I am using a Python3 program to create two processes: the child born out of the parent process. Everything starts with the parent process. The motive is to start a process, give it the live sensor data, and end it when the sensor reading passes a certain threshold.
The sensor_data
is obtained through a thread in the parent process as:
t = Thread(target=dump_sensor_data,args=())
t.start()
And I have tested that the live data can be used in any function as
while True:
global sensor_data
print(sensor_data)
The child process is defined as:
def fa():
global sensor_data
while sensor_data>300:
print(f'I am printing {sensor_data} from fa')
time.sleep(0.7)
I start it as:
processes_list=[]
pa=Process(target=fa, args=())
pa.start()
processes_list.append(pa)
Now, I create another watch-guard function that kills the child process fa()

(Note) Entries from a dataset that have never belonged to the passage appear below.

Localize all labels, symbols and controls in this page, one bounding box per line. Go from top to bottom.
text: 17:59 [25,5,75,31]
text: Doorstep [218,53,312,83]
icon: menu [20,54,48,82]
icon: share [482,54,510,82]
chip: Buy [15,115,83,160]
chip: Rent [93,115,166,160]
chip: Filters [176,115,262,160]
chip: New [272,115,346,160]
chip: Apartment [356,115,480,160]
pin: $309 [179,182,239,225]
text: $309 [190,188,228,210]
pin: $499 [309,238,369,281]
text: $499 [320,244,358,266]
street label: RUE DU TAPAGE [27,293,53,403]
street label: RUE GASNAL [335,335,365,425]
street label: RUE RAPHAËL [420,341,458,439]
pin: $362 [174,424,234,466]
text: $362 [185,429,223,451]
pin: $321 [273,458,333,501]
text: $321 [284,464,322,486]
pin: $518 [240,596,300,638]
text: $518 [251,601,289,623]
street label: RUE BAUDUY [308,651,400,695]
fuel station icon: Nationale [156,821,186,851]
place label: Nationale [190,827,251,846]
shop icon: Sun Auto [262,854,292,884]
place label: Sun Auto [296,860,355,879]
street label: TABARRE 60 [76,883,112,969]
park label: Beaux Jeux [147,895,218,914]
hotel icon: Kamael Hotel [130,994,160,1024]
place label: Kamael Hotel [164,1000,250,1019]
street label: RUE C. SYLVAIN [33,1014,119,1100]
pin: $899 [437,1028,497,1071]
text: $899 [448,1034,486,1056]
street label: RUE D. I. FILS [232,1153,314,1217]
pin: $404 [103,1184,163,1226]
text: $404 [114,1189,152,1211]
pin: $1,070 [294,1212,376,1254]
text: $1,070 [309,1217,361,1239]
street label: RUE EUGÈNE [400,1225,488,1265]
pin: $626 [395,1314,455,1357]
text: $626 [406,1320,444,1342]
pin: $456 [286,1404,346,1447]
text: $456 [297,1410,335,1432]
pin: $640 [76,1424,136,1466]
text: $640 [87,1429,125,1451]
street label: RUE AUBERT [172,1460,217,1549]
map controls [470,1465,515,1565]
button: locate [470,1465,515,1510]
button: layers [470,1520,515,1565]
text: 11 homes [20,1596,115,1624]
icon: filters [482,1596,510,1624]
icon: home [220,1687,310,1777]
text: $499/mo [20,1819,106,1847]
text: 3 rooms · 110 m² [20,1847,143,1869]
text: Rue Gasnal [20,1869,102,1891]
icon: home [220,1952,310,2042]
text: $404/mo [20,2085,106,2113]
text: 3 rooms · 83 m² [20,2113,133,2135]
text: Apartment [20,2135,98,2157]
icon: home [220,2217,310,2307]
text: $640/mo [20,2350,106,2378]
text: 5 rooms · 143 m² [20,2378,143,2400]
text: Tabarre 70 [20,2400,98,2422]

as soon as the sensor_data
exceeds 300.
def watchguard():
global sensor_data
while True:
print(lidar1)
if sensor_data > 300:
for p in processes_list:
print(f'terminating process {p}')
p.terminate()
p.join()
return
But this is what happens
0
terminating process <Process(Process-1, started)>
The 0
is the wrong value of sensor_data
which I have verified and should be above 1000. Also, this leads to the process getting killed.
Why is the data not getting passed to this child process ?
Ok, I got it.
As Python multiprocessing does not allow global variables to be passed between processes, the variable was never sent or updated. This is not the case with multithreading.